My latest for The National Interest, “America’s Military Needs a New Retirement Plan,” has posted. It’s over 2000 words and defies excerpting. The set-up:
After half a decade of study, the Pentagon has proposed to Congress a radical overhaul of the military retirement system. The new plan addresses the unfairness of a system in which most who serve in uniform earn nothing toward their future retirement but makes serving a full career less attractive. More importantly, while the primary incentive for the new plan is to improve military readiness by reducing the cost of retirees, it’s doubtful the plan will actually save money given its reliance on retention bonuses and failure to address the massive issue of healthcare costs.
I conclude:
Over the very long term, then, the proposal should save money. Still, while pension reform is absolutely needed, the proposal does nothing to address the much more pressing issue of healthcare costs, which went from $17.8 billion in 2000 to $49.8 billion in 2010. The Congressional Budget Office (CBO) projects that, absent major changes, those costs will double again by 2030. CBO Senior Analyst Carla Tighe Murray estimates we could save “several billion dollars” over the next decade simply by increasing the out-of-pocket expenses paid by TRICARE users who are military retirees under 65 TRICARE to levels comparable in private sector.
The bottom line is that, while these reforms are a step in the right direction—and perhaps all that is politically possible given the current state of civil-military relations and dysfunction in Congress—they’re merely a drop in the proverbial bucket.

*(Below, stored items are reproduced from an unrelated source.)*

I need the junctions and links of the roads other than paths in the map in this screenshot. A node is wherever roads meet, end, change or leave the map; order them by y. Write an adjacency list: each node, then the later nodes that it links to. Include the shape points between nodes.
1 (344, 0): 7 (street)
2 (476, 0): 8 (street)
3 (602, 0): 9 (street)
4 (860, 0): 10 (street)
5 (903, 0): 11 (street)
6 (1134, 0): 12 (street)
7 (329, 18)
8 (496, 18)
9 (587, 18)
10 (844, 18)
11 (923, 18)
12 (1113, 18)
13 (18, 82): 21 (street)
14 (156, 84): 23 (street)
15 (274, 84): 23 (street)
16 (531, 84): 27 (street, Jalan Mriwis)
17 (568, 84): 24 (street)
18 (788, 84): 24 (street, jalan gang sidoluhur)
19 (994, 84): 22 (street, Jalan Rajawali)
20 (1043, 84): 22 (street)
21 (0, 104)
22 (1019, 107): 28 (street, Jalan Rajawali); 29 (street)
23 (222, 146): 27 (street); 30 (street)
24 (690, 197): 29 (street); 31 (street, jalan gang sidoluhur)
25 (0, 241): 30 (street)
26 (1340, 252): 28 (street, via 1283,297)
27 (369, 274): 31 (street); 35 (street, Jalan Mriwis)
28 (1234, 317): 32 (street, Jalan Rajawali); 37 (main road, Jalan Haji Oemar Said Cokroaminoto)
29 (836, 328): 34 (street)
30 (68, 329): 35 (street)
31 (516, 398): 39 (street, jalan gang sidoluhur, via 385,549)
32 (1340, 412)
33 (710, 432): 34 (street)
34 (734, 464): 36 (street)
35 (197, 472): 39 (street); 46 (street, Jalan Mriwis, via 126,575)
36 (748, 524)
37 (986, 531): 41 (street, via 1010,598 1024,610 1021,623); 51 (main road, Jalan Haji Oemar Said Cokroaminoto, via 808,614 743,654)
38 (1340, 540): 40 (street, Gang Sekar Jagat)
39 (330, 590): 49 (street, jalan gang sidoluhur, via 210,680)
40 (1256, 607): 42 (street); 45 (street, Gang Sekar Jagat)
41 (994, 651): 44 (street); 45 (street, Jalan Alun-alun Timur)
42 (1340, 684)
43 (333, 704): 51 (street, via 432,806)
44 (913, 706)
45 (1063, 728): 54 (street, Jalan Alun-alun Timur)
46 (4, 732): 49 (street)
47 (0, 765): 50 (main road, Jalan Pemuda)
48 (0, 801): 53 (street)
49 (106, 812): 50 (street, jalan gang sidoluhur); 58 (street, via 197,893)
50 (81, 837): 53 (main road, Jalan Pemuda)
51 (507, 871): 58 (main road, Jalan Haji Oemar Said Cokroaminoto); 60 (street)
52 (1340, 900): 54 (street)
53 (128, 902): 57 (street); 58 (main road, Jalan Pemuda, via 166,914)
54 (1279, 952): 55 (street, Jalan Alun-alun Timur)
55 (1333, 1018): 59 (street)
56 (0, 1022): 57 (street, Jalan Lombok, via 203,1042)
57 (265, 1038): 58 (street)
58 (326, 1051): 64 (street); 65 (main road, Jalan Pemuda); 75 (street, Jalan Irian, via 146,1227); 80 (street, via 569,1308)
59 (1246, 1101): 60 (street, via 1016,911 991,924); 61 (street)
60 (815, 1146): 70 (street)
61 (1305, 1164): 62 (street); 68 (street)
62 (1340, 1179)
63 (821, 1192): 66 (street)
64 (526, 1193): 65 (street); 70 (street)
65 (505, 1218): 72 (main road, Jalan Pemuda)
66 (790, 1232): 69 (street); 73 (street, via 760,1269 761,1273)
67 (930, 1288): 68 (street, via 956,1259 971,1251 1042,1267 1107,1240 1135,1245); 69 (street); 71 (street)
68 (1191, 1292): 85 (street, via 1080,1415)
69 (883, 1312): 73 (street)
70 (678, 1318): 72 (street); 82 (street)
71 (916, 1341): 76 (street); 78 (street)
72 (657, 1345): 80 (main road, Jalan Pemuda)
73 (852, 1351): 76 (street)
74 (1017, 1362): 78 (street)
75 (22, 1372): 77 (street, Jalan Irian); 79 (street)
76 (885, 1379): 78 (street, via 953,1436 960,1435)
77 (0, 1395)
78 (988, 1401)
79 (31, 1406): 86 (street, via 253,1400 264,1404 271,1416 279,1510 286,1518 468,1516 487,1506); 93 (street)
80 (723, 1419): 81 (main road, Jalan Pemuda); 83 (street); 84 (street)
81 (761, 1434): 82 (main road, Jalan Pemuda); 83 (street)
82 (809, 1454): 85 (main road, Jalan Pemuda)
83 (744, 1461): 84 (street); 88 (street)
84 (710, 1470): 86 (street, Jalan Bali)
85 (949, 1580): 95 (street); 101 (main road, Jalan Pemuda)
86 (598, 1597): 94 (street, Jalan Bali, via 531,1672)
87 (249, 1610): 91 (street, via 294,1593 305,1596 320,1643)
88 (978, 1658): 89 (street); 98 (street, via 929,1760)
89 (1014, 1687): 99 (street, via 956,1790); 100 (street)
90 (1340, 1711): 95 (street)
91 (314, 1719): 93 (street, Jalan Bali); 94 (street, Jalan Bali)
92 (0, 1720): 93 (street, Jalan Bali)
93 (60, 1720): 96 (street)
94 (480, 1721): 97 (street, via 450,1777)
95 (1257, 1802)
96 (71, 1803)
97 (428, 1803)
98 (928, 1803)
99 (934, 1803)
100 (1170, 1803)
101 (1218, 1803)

Without more significant changes—most notably, addressing health care costs—we still face a future in which personnel costs, including those for those long since departed from active service, will overwhelm our ability to train and equip a modern fighting force.
In between, I discuss the history of the system, the details of the current plan, and the fact that personnel costs—including those for retirees—now eat up half our defense budget and are on a growth trajectory. This plan, then, is merely a drop in the bucket.